== Available data ==
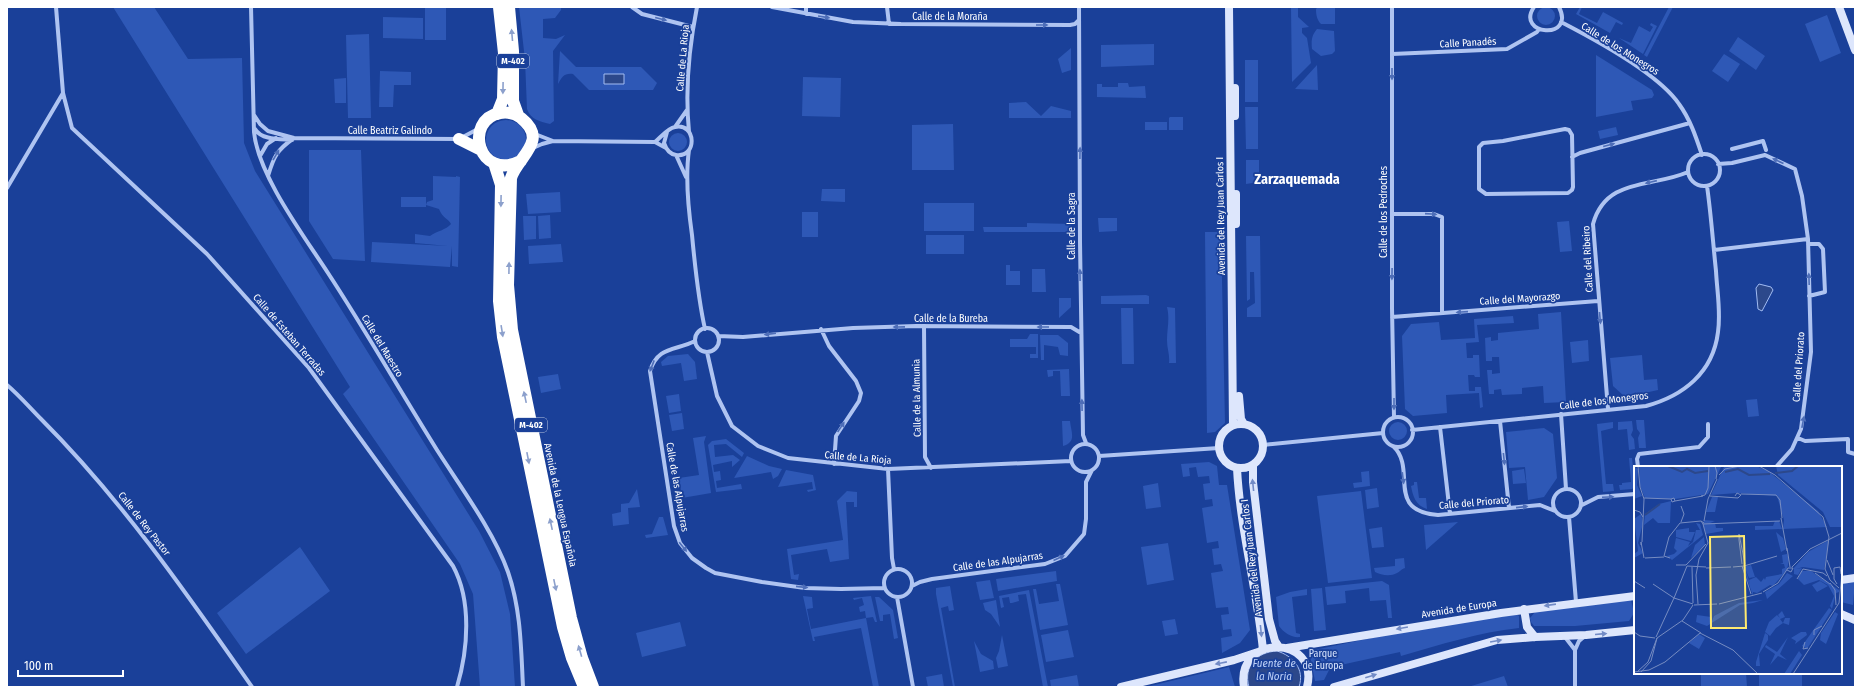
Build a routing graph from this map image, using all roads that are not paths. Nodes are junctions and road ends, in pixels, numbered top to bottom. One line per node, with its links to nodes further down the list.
1 (56, 7): 26 (street, Calle de Esteban Terradas)
2 (251, 7): 28 (street, Calle del Maestro)
3 (499, 7): 29 (highway, M-402, one-way to 29)
4 (509, 7): 30 (highway, M-402, one-way to 4)
5 (632, 7): 22 (street, one-way to 22)
6 (697, 7): 22 (street, Calle de La Rioja)
7 (772, 7): 18 (street, Calle de la Moraña)
8 (806, 7): 18 (street)
9 (886, 7): 21 (street)
10 (1079, 7): 19 (street, Calle de la Sagra)
11 (1229, 7): 82 (main road, Avenida del Rey Juan Carlos I)
12 (1234, 7): 80 (main road, Avenida del Rey Juan Carlos I)
13 (1392, 7): 25 (street, Calle de los Pedroches)
14 (1526, 7): 17 (street)
15 (1559, 7): 20 (street)
16 (1839, 7): 24 (main road)
17 (1533, 8): 23 (street)
18 (806, 14): 21 (street, Calle de la Moraña, one-way to 21)
19 (1079, 20): 21 (street, Calle de la Moraña, one-way to 19); 71 (street, Calle de la Sagra, one-way to 19)
20 (1561, 22): 23 (street); 31 (street, Calle de los Monegros)
21 (889, 24)
22 (693, 27): 27 (street, Calle de La Rioja)
23 (1539, 29): 25 (street, Calle Panadés)
24 (1855, 50)
25 (1392, 54): 61 (street, Calle de los Pedroches, one-way to 61)
26 (63, 93): 60 (street); 128 (street, Calle de Esteban Terradas)
27 (687, 110): 34 (street); 37 (street, Calle de La Rioja)
28 (253, 114): 32 (street, Calle del Maestro); 38 (street, Calle Beatriz Galindo)
29 (497, 114): 30 (highway); 33 (highway)
30 (518, 115): 35 (highway, M-402)
31 (1690, 123): 51 (street, Calle de los Monegros); 53 (street, one-way to 31)
32 (254, 126): 39 (street, Calle Beatriz Galindo); 52 (street, Calle del Maestro)
33 (482, 127): 41 (street, Calle Beatriz Galindo); 49 (highway, M-402)
34 (675, 127): 36 (street); 37 (street)
35 (530, 129): 42 (street); 48 (highway)
36 (667, 132): 43 (street); 44 (street)
37 (690, 132): 46 (street)
38 (282, 135): 39 (street); 40 (street, Calle Beatriz Galindo)
39 (276, 138): 40 (street, Calle Beatriz Galindo); 52 (street)
40 (293, 139): 41 (street, Calle Beatriz Galindo); 57 (street, one-way to 40)
41 (459, 139): 49 (highway)
42 (553, 141): 43 (street); 48 (street)
43 (655, 142): 44 (street)
44 (666, 148): 50 (street)
45 (1732, 149): 47 (street)
46 (689, 150): 50 (street); 58 (street)
47 (1766, 150)
48 (529, 151): 54 (highway, M-402)
49 (485, 154): 54 (highway); 130 (highway, M-402, one-way to 130)
50 (676, 155): 58 (street)
51 (1702, 155): 55 (street); 56 (street)
52 (260, 156): 57 (street, Calle del Maestro)
53 (1572, 157): 53 (street)
54 (521, 161): 131 (highway, Avenida de la Lengua Española / M-402, one-way to 54)
55 (1718, 164): 59 (street); 62 (street, Calle del Priorato, one-way to 55)
56 (1688, 172): 59 (street); 65 (street, Calle del Ribeiro, one-way to 65)
57 (268, 177): 129 (street, Calle del Maestro)
58 (687, 179): 69 (street)
59 (1707, 186): 63 (street, Calle de los Monegros)
60 (7, 188)
61 (1392, 214): 66 (street, one-way to 66); 67 (street, Calle de los Pedroches, one-way to 67)
62 (1808, 242): 63 (street); 64 (street, Calle del Priorato, one-way to 62); 64 (street)
63 (1714, 250): 76 (street, Calle de los Monegros)
64 (1809, 296): 86 (street, Calle del Priorato, one-way to 64)
65 (1598, 301): 66 (street, Calle del Mayorazgo, one-way to 66); 76 (street, Calle del Ribeiro, one-way to 76)
66 (1442, 313): 67 (street, Calle del Mayorazgo)
67 (1392, 317): 78 (street, Calle de los Pedroches, one-way to 78)
68 (924, 326): 70 (street, Calle de la Bureba, one-way to 70); 71 (street, Calle de la Bureba, one-way to 68); 98 (street, Calle de la Almunia)
69 (706, 329): 72 (street); 73 (street)
70 (820, 330): 72 (street, Calle de la Bureba, one-way to 72); 94 (street, one-way to 70)
71 (1080, 333): 87 (street, Calle de la Sagra, one-way to 71)
72 (718, 336): 74 (street)
73 (695, 341): 74 (street); 113 (street, Calle de las Alpujarras, one-way to 113)
74 (707, 352): 94 (street, Calle de La Rioja)
75 (7, 385): 127 (street, Calle de Rey Pastor)
76 (1608, 409): 77 (street, Calle de los Monegros)
77 (1560, 414): 79 (street, Calle de los Monegros); 102 (street)
78 (1394, 417): 84 (street); 85 (street)
79 (1500, 421): 83 (street, Calle de los Monegros); 105 (street, one-way to 105)
80 (1244, 424): 82 (main road); 88 (main road)
81 (1708, 424): 96 (street)
82 (1233, 425): 90 (main road)
83 (1440, 427): 84 (street, Calle de los Monegros); 107 (street)
84 (1412, 430): 89 (street)
85 (1383, 433): 88 (street); 89 (street)
86 (1798, 438): 91 (street); 97 (street, Calle del Priorato)
87 (1086, 443): 92 (street); 93 (street)
88 (1263, 445): 95 (main road)
89 (1393, 446): 107 (street, Calle del Priorato, one-way to 107)
90 (1219, 448): 92 (street); 99 (main road)
91 (1855, 454)
92 (1099, 456): 101 (street)
93 (1071, 461): 98 (street, Calle de La Rioja); 101 (street)
94 (834, 464): 100 (street, Calle de La Rioja)
95 (1253, 465): 99 (main road); 124 (main road, Avenida del Rey Juan Carlos I, one-way to 95)
96 (1638, 466)
97 (1778, 466)
98 (931, 468): 100 (street, Calle de La Rioja)
99 (1237, 468): 126 (main road, Avenida del Rey Juan Carlos I, one-way to 126)
100 (888, 469): 109 (street)
101 (1092, 470): 112 (street, Calle de las Alpujarras, one-way to 101)
102 (1566, 489): 104 (street); 106 (street)
103 (1634, 494): 104 (street, one-way to 103)
104 (1582, 505): 108 (street)
105 (1509, 508): 106 (street, Calle del Priorato, one-way to 106); 107 (street, Calle del Priorato)
106 (1555, 511): 108 (street)
107 (1450, 514)
108 (1569, 517): 116 (street)
109 (894, 569): 112 (street); 113 (street)
110 (1855, 578): 111 (main road)
111 (1842, 580)
112 (912, 586): 114 (street)
113 (884, 588): 114 (street)
114 (897, 597): 132 (street)
115 (1634, 597): 116 (main road, Avenida de Europa)
116 (1576, 602): 117 (main road, Avenida de Europa, one-way to 117)
117 (1524, 609): 123 (main road); 124 (main road, Avenida de Europa, one-way to 124)
118 (1842, 614): 119 (main road)
119 (1855, 620)
120 (1634, 630): 121 (main road, one-way to 120)
121 (1586, 635): 122 (main road); 125 (street)
122 (1564, 636): 123 (main road); 125 (street)
123 (1534, 637): 136 (main road, one-way to 123)
124 (1283, 647): 126 (main road, Avenida de Europa); 135 (main road)
125 (1575, 650): 137 (street)
126 (1260, 651): 133 (main road, one-way to 133); 134 (main road)
127 (252, 687)
128 (457, 687)
129 (523, 687)
130 (584, 687)
131 (594, 687)
132 (913, 687)
133 (1121, 687)
134 (1244, 687)
135 (1307, 687)
136 (1334, 687)
137 (1575, 687)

== Aim of the exercise ==
Match on "Ribeiro" and copy out every line of the entries that contains it.

== Solution below ==
56 (1688, 172): 59 (street); 65 (street, Calle del Ribeiro, one-way to 65)
65 (1598, 301): 66 (street, Calle del Mayorazgo, one-way to 66); 76 (street, Calle del Ribeiro, one-way to 76)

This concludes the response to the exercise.